Теперь они хихикают, не прячась, кружат возле камня, на котором я сижу, поднимая гребешки волн.
Из-под воды показывается голова. В огромных мокрых глазах, как в двух лужицах, отражается белая луна. Русалка опирается о камень и выныривает наполовину, ее кожа, покрытая крошечными чешуйками, сияет холодным серебристым светом. Длинные волосы липнут к телу, прикрывают красивую девичью грудь.
– Мы думали, ты забыл нас, – говорит она, ее голос сладок и певуч.
– Как же забыть вас? – я осторожно касаюсь ее лица кончиками пальцев. Кожа русалки мокрая и холодная. – Поцелуешь?
Вокруг нас раздается несколько смешков, еще две головы поднимаются из воды.
– А ты мне за это что? – ее глаза хищно поблескивают.
– А что ты хочешь? – я подаюсь немного вперед, придерживая ее за подбородок – влажные губы в сладостной близости.
– Возьми меня замуж! – говорит она и заливается звонким смехом, подружки тут же подхватывают: «замуж! замуж!»
– Дорогая, тут одно из двух, – я ухмыляюсь, притягивая ее к себе. – Или ты отращиваешь ноги, или я отращиваю жабры.
Губы русалки мягкие и сочные, но непривычно холодные. Она обхватывает меня одной рукой, оставляя мокрые следы на одежде. Я настойчиво углубляю поцелуй, чувствую вкус рыбы и речной воды, но мне не противно. Голова начинает кружиться, – все, что нужно утопленнице, чтобы затащить свою жертву под воду. Но я не останавливаюсь, мне нравится это легкое головокружение, тонкая девичья талия, податливые губы, уже горячие от наших поцелуев. Мне не хочется отпускать ее, я притягиваю к себе обнаженное тело, и русалка, словно обжигаясь о мою раскаленную кожу, с силой бьет хвостом по воде. Холодные брызги окатывают меня с головы до ног, я отпускаю ее, и она тут же выскальзывает и уходит на самое дно.
– Оборотень, поцелуй меня тоже, – говорит ее подруга, и они вновь принимаются хихикать.

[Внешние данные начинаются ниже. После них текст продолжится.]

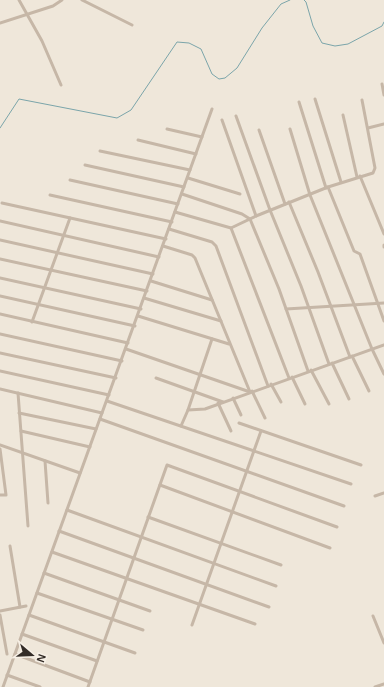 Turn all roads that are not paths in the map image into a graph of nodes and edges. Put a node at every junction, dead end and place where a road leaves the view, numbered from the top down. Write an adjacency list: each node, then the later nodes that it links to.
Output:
1 (19, 0): 4 (street)
2 (62, 0): 4 (street)
3 (82, 0): 6 (street)
4 (28, 13): 5 (street); 8 (street)
5 (0, 23)
6 (132, 25)
7 (382, 84): 9 (street)
8 (61, 85)
9 (384, 95)
10 (315, 99): 31 (street)
11 (362, 100): 18 (street)
12 (299, 102): 33 (street)
13 (212, 109): 22 (street)
14 (343, 115): 28 (street)
15 (236, 116): 41 (street)
16 (222, 120): 43 (street)
17 (384, 124): 18 (street)
18 (368, 128): 28 (street)
19 (167, 129): 22 (street)
20 (290, 129): 37 (street)
21 (260, 130): 39 (street)
22 (202, 137): 25 (street)
23 (138, 140): 25 (street)
24 (100, 151): 27 (street)
25 (196, 154): 27 (street)
26 (86, 165): 32 (street)
27 (190, 170): 29 (street)
28 (358, 177): 31 (street); 50 (street)
29 (188, 178): 32 (street); 35 (street)
30 (70, 180): 40 (street)
31 (341, 182): 33 (street)
32 (184, 187): 34 (street)
33 (327, 187): 37 (street); 67 (street)
34 (182, 194): 40 (street); 45 (street)
35 (240, 194)
36 (50, 195): 47 (street)
37 (310, 195): 39 (street); 70 (street)
38 (2, 203): 44 (street)
39 (287, 203): 41 (street); 71 (street)
40 (178, 204): 42 (street)
41 (270, 210): 43 (street); 72 (street)
42 (175, 212): 47 (street); 48 (street)
43 (256, 216): 45 (street)
44 (70, 218): 51 (street); 52 (street)
45 (250, 219): 48 (street); 74 (street)
46 (0, 221): 51 (street)
47 (172, 222): 49 (street)
48 (231, 228): 96 (street)
49 (169, 229): 52 (street); 99 (street)
50 (384, 234)
51 (64, 236): 55 (street); 56 (street)
52 (166, 239): 54 (street)
53 (0, 240): 55 (street)
54 (163, 246): 56 (street); 66 (street)
55 (58, 253): 58 (street); 59 (street)
56 (159, 257): 59 (street)
57 (0, 259): 58 (street)
58 (51, 270): 62 (street); 63 (street)
59 (153, 274): 61 (street)
60 (0, 278): 62 (street)
61 (151, 281): 63 (street); 66 (street)
62 (45, 288): 69 (street); 73 (street)
63 (147, 291): 65 (street)
64 (0, 296): 69 (street)
65 (144, 298): 73 (street); 77 (street)
66 (212, 300): 77 (street)
67 (378, 303): 68 (street); 70 (street); 78 (street)
68 (384, 303)
69 (39, 304): 79 (street); 80 (street)
70 (355, 305): 71 (street); 87 (street)
71 (331, 306): 72 (street); 89 (street)
72 (309, 307): 74 (street); 91 (street)
73 (141, 309): 76 (street)
74 (286, 309): 93 (street)
75 (0, 314): 79 (street)
76 (138, 316): 80 (street); 82 (street)
77 (221, 321): 84 (street)
78 (384, 321)
79 (32, 322): 83 (street)
80 (135, 326): 83 (street)
81 (0, 334): 90 (street)
82 (212, 339): 84 (street); 95 (street)
83 (128, 343): 86 (street)
84 (229, 344): 103 (street)
85 (384, 345): 87 (street)
86 (126, 349): 90 (street); 95 (street)
87 (372, 349): 89 (street); 94 (street)
88 (0, 352): 97 (street)
89 (351, 356): 91 (street); 102 (street)
90 (122, 361): 97 (street)
91 (330, 363): 93 (street); 107 (street)
92 (0, 371): 105 (street)
93 (310, 371): 96 (street); 113 (street)
94 (384, 374)
95 (200, 375): 101 (street); 103 (street)
96 (290, 377): 99 (street); 112 (street)
97 (116, 378): 105 (street)
98 (156, 378): 101 (street)
99 (269, 385): 103 (street); 110 (street)
100 (0, 389): 104 (street)
101 (194, 391): 109 (street); 114 (street)
102 (369, 391)
103 (251, 392): 106 (street); 118 (street)
104 (18, 393): 115 (street); 116 (street)
105 (109, 395): 108 (street)
106 (233, 398): 109 (street); 117 (street)
107 (350, 398)
108 (107, 401): 116 (street); 121 (street)
109 (223, 402): 111 (street)
110 (281, 402)
111 (218, 403): 114 (street); 124 (street)
112 (305, 404)
113 (329, 404)
114 (188, 410): 121 (street)
115 (19, 413): 122 (street); 123 (street)
116 (102, 413): 119 (street)
117 (241, 415)
118 (265, 418)
119 (100, 419): 122 (street); 133 (street)
120 (239, 423): 125 (street)
121 (181, 426): 129 (street)
122 (96, 429): 127 (street)
123 (21, 431): 127 (street); 130 (street)
124 (231, 431)
125 (261, 431): 129 (street); 132 (street)
126 (0, 445): 130 (street)
127 (90, 447): 134 (street)
128 (0, 449): 139 (street)
129 (254, 451): 133 (street); 135 (street)
130 (22, 453): 131 (street); 146 (street)
131 (45, 461): 134 (street); 141 (street)
132 (361, 465)
133 (247, 471): 137 (street); 142 (street)
134 (80, 473): 143 (street)
135 (351, 484)
136 (160, 485): 137 (street); 144 (street); 145 (street)
137 (240, 492): 144 (street); 147 (street)
138 (384, 493): 140 (street)
139 (0, 495)
140 (376, 496)
141 (48, 503)
142 (344, 506)
143 (66, 510): 148 (street); 149 (street)
144 (232, 512): 150 (street); 152 (street)
145 (148, 517): 149 (street); 150 (street)
146 (28, 526)
147 (337, 527)
148 (59, 531): 153 (street); 154 (street)
149 (141, 537): 154 (street); 155 (street)
150 (221, 543): 155 (street); 156 (street)
151 (10, 546): 165 (street)
152 (330, 548)
153 (52, 552): 157 (street); 158 (street)
154 (134, 558): 158 (street); 159 (street)
155 (214, 563): 159 (street); 160 (street)
156 (281, 565)
157 (44, 573): 161 (street); 162 (street)
158 (127, 578): 162 (street); 163 (street)
159 (206, 584): 163 (street); 166 (street)
160 (276, 586)
161 (37, 593): 169 (street); 172 (street)
162 (119, 600): 168 (street); 172 (street)
163 (199, 604): 173 (street); 174 (street)
164 (26, 606): 165 (street)
165 (20, 607): 167 (street)
166 (269, 607)
167 (0, 611)
168 (150, 611)
169 (29, 614): 176 (street); 177 (street)
170 (0, 615): 180 (street)
171 (373, 616): 178 (street)
172 (112, 620): 175 (street); 177 (street)
173 (256, 624)
174 (192, 625)
175 (143, 630)
176 (22, 634): 181 (street); 182 (street)
177 (104, 642): 179 (street); 182 (street)
178 (384, 643)
179 (135, 652)
180 (7, 654)
181 (15, 654): 183 (street); 184 (street)
182 (97, 661): 184 (street)
183 (7, 675): 186 (street); 187 (street)
184 (90, 682): 188 (street)
185 (384, 684): 189 (street)
186 (3, 687)
187 (40, 687)
188 (88, 687)
189 (375, 687)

– Нет, красавица, не в этот раз.
Русалки запросто могут заморочить и находиться рядом с ними по-настоящему опасно. Как и с любой другой нежитью. Но я предпочитаю рискнуть, чтобы получить заветный поцелуй.
Мне везет, и я благополучно возвращаюсь на берег. Поскользнись я на каком-нибудь валуне, и в беседку я бы уже не вернулся. Это ли не лучшее подтверждение того, что поцелуй русалки приносит удачу?
Я иду, а мои ноги странно пружинят, голова идет кругом, я будто пьян. Звезды вращаются в небе, мокрая одежда липнет к телу и холодит, но я все еще ощущаю жар внутри. Речные невесты могут разжечь пламя внутри любого живого, хотя сами навсегда утратили свое тепло. Я прихожу к ним каждый год. Иногда несколько раз за лето. Возможно, я им симпатичен, возможно, они жалуют меня за то, что я оборотень, а может, я просто счастливчик, ведь прийти к ним и вернуться обратно столько раз, сколько это делал я попросту невозможно. Наверное, Сумрак прав и пора остановиться на этом. Не может же мне везти до бесконечности.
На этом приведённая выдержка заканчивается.